EXERCISE:
Produce a verbatim transcript of the entries below, excluding pictures.

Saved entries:
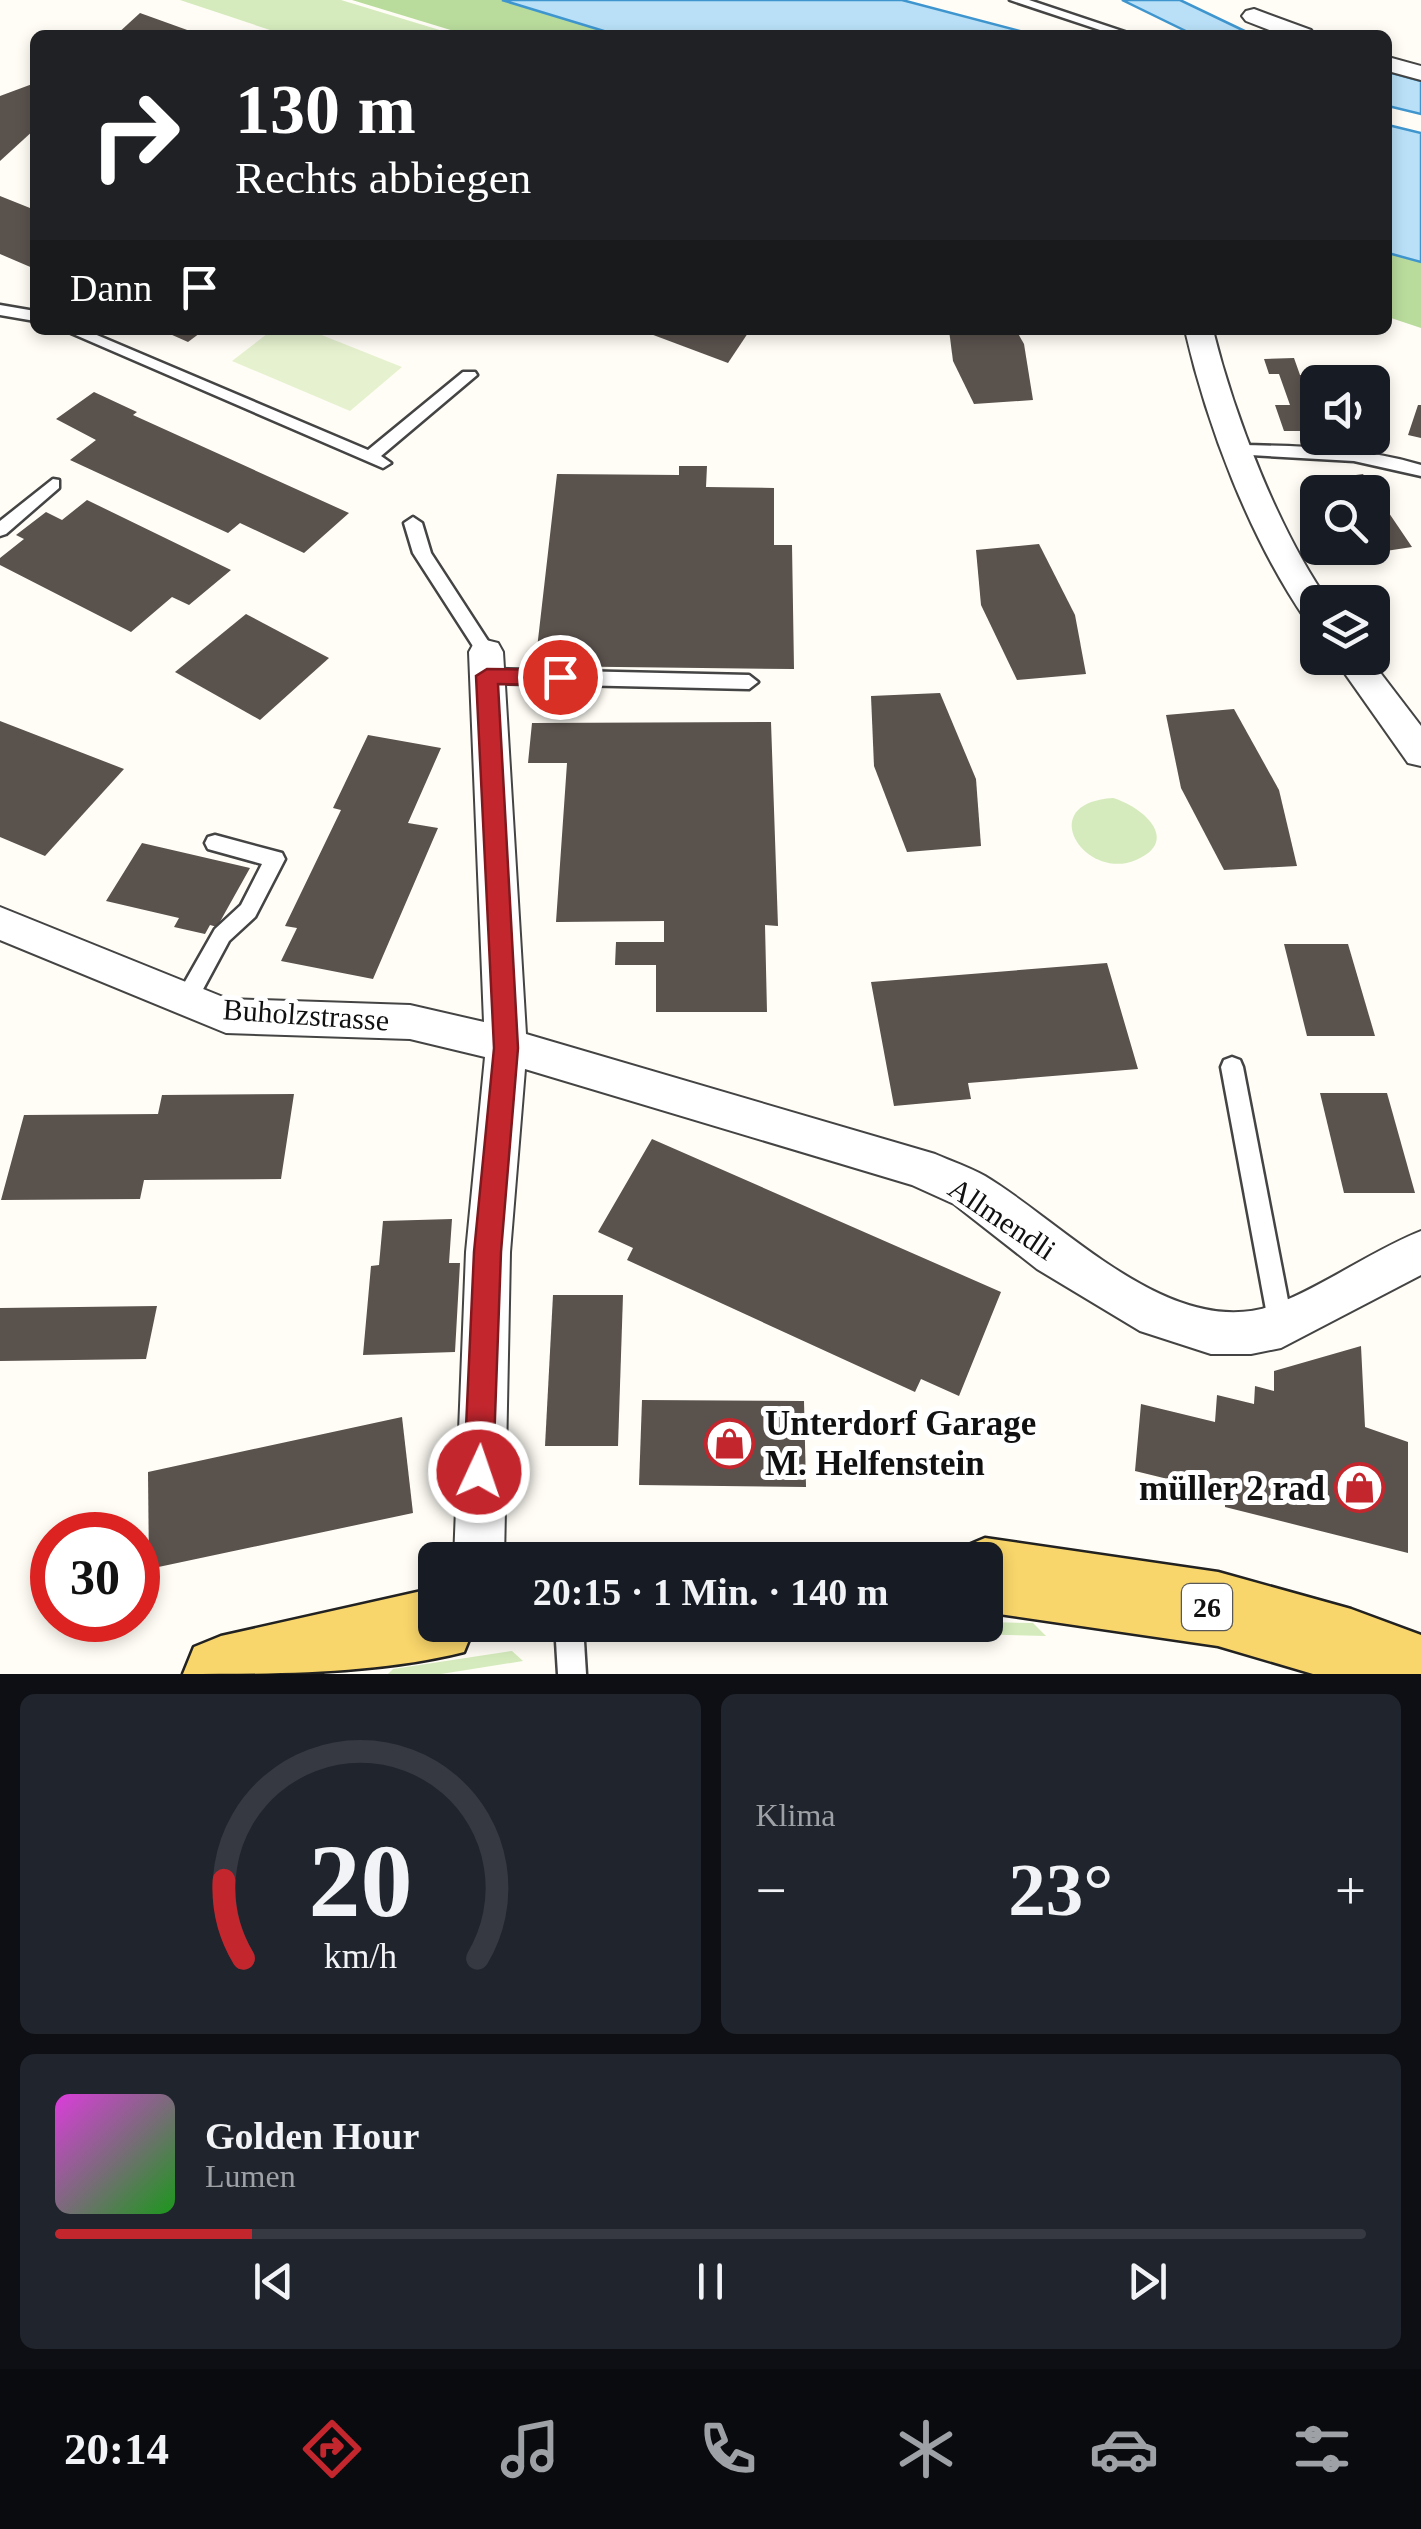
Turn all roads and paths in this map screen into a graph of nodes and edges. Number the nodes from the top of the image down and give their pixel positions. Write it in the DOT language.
graph roads {
  1 [pos="1016,0"];
  2 [pos="1254,14"];
  3 [pos="1112,30"];
  4 [pos="1291,30"];
  5 [pos="1392,65"];
  6 [pos="1421,73"];
  7 [pos="0,310"];
  8 [pos="30,314"];
  9 [pos="84,335"];
  10 [pos="1202,335"];
  11 [pos="470,375"];
  12 [pos="1239,450"];
  13 [pos="1421,471"];
  14 [pos="53,484"];
  15 [pos="412,523"];
  16 [pos="0,530"];
  17 [pos="1300,585"];
  18 [pos="486,664"];
  19 [pos="1363,675"];
  20 [pos="749,682"];
  21 [pos="1421,753"];
  22 [pos="215,843"];
  23 [pos="0,923"];
  24 [pos="186,1000"];
  25 [pos="506,1048"];
  26 [pos="1232,1067"];
  27 [pos="1421,1252"];
  28 [pos="1281,1326"];
  29 [pos="480,1542"];
  30 [pos="1003,1578"];
  31 [pos="418,1630"];
  32 [pos="571,1642"];
  33 [pos="1421,1672"];
  34 [pos="221,1674"];
  35 [pos="572,1674"];
  1 -- 3 [label="lane"];
  2 -- 4 [label="street"];
  5 -- 6 [label="street"];
  7 -- 8 [label="lane"];
  9 -- 11 [label="lane"];
  10 -- 12 [label="street"];
  12 -- 13 [label="lane"];
  12 -- 17 [label="street"];
  14 -- 16 [label="lane"];
  15 -- 18 [label="lane"];
  18 -- 20 [label="lane"];
  18 -- 25 [label="street"];
  19 -- 21 [label="street"];
  22 -- 24 [label="lane"];
  23 -- 24 [label="street, Buholzstrasse"];
  24 -- 25 [label="street, Buholzstrasse"];
  25 -- 28 [label="street, Allmendli"];
  25 -- 29 [label="street"];
  26 -- 28 [label="lane"];
  27 -- 28 [label="street, Allmendli"];
  30 -- 33 [label="main road, 26"];
  31 -- 34 [label="main road"];
  32 -- 35 [label="lane"];
}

EXERCISE RESPONSE:
Turn all roads and paths in this map screen into a graph of nodes and edges. Number the nodes from the top of the image down and give their pixel positions. Write it in the DOT language.
graph roads {
  1 [pos="1016,0"];
  2 [pos="1254,14"];
  3 [pos="1112,30"];
  4 [pos="1291,30"];
  5 [pos="1392,65"];
  6 [pos="1421,73"];
  7 [pos="0,310"];
  8 [pos="30,314"];
  9 [pos="84,335"];
  10 [pos="1202,335"];
  11 [pos="470,375"];
  12 [pos="1239,450"];
  13 [pos="1421,471"];
  14 [pos="53,484"];
  15 [pos="412,523"];
  16 [pos="0,530"];
  17 [pos="1300,585"];
  18 [pos="486,664"];
  19 [pos="1363,675"];
  20 [pos="749,682"];
  21 [pos="1421,753"];
  22 [pos="215,843"];
  23 [pos="0,923"];
  24 [pos="186,1000"];
  25 [pos="506,1048"];
  26 [pos="1232,1067"];
  27 [pos="1421,1252"];
  28 [pos="1281,1326"];
  29 [pos="480,1542"];
  30 [pos="1003,1578"];
  31 [pos="418,1630"];
  32 [pos="571,1642"];
  33 [pos="1421,1672"];
  34 [pos="221,1674"];
  35 [pos="572,1674"];
  1 -- 3 [label="lane"];
  2 -- 4 [label="street"];
  5 -- 6 [label="street"];
  7 -- 8 [label="lane"];
  9 -- 11 [label="lane"];
  10 -- 12 [label="street"];
  12 -- 13 [label="lane"];
  12 -- 17 [label="street"];
  14 -- 16 [label="lane"];
  15 -- 18 [label="lane"];
  18 -- 20 [label="lane"];
  18 -- 25 [label="street"];
  19 -- 21 [label="street"];
  22 -- 24 [label="lane"];
  23 -- 24 [label="street, Buholzstrasse"];
  24 -- 25 [label="street, Buholzstrasse"];
  25 -- 28 [label="street, Allmendli"];
  25 -- 29 [label="street"];
  26 -- 28 [label="lane"];
  27 -- 28 [label="street, Allmendli"];
  30 -- 33 [label="main road, 26"];
  31 -- 34 [label="main road"];
  32 -- 35 [label="lane"];
}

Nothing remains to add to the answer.